Dataset entries:
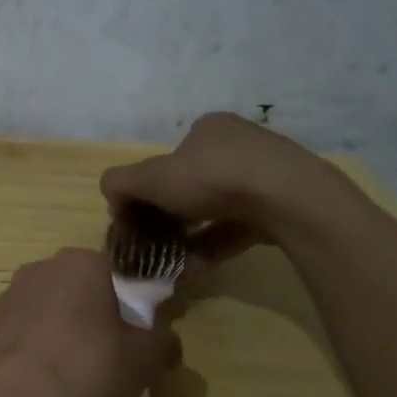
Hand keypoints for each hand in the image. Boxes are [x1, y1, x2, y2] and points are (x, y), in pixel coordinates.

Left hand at [0, 249, 181, 396]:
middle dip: (96, 315)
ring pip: (50, 309)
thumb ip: (163, 343)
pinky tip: (43, 379)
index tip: (138, 333)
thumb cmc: (86, 367)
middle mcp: (44, 267)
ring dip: (63, 331)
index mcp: (84, 262)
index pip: (120, 272)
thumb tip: (166, 340)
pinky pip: (25, 332)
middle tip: (110, 354)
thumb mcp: (144, 361)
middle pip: (82, 288)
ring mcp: (10, 294)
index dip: (133, 302)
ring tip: (73, 372)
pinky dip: (36, 349)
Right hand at [99, 112, 345, 258]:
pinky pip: (238, 227)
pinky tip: (197, 267)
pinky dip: (215, 245)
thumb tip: (109, 193)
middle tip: (154, 243)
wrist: (287, 198)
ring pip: (215, 209)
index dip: (148, 188)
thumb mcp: (152, 177)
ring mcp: (264, 176)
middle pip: (191, 185)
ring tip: (173, 263)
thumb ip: (121, 182)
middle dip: (169, 217)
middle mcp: (237, 145)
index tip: (137, 216)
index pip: (169, 158)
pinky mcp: (281, 206)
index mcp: (207, 129)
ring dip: (190, 237)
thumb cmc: (212, 177)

What the task asks: Where the line containing "thumb ip: (163, 343)" appears in the data above, begin there and reproduce every line to the end exactly; include nothing else.

Reply to the exercise:
thumb ip: (163, 343)
pinky tip: (43, 379)
index tip: (138, 333)
thumb cmc: (86, 367)
middle mcp: (44, 267)
ring dip: (63, 331)
index mcp: (84, 262)
index pip: (120, 272)
thumb tip: (166, 340)
pinky pip: (25, 332)
middle tip: (110, 354)
thumb mcp: (144, 361)
middle pip: (82, 288)
ring mcp: (10, 294)
index dip: (133, 302)
ring tip: (73, 372)
pinky dip: (36, 349)
Right hand at [99, 112, 345, 258]:
pinky pip: (238, 227)
pinky tip: (197, 267)
pinky dip: (215, 245)
thumb tip: (109, 193)
middle tip: (154, 243)
wrist: (287, 198)
ring pip: (215, 209)
index dip: (148, 188)
thumb mcp: (152, 177)
ring mcp: (264, 176)
middle pip: (191, 185)
ring tip: (173, 263)
thumb ip: (121, 182)
middle dip: (169, 217)
middle mcp: (237, 145)
index tip: (137, 216)
index pip: (169, 158)
pinky mcp: (281, 206)
index mcp: (207, 129)
ring dip: (190, 237)
thumb cmc: (212, 177)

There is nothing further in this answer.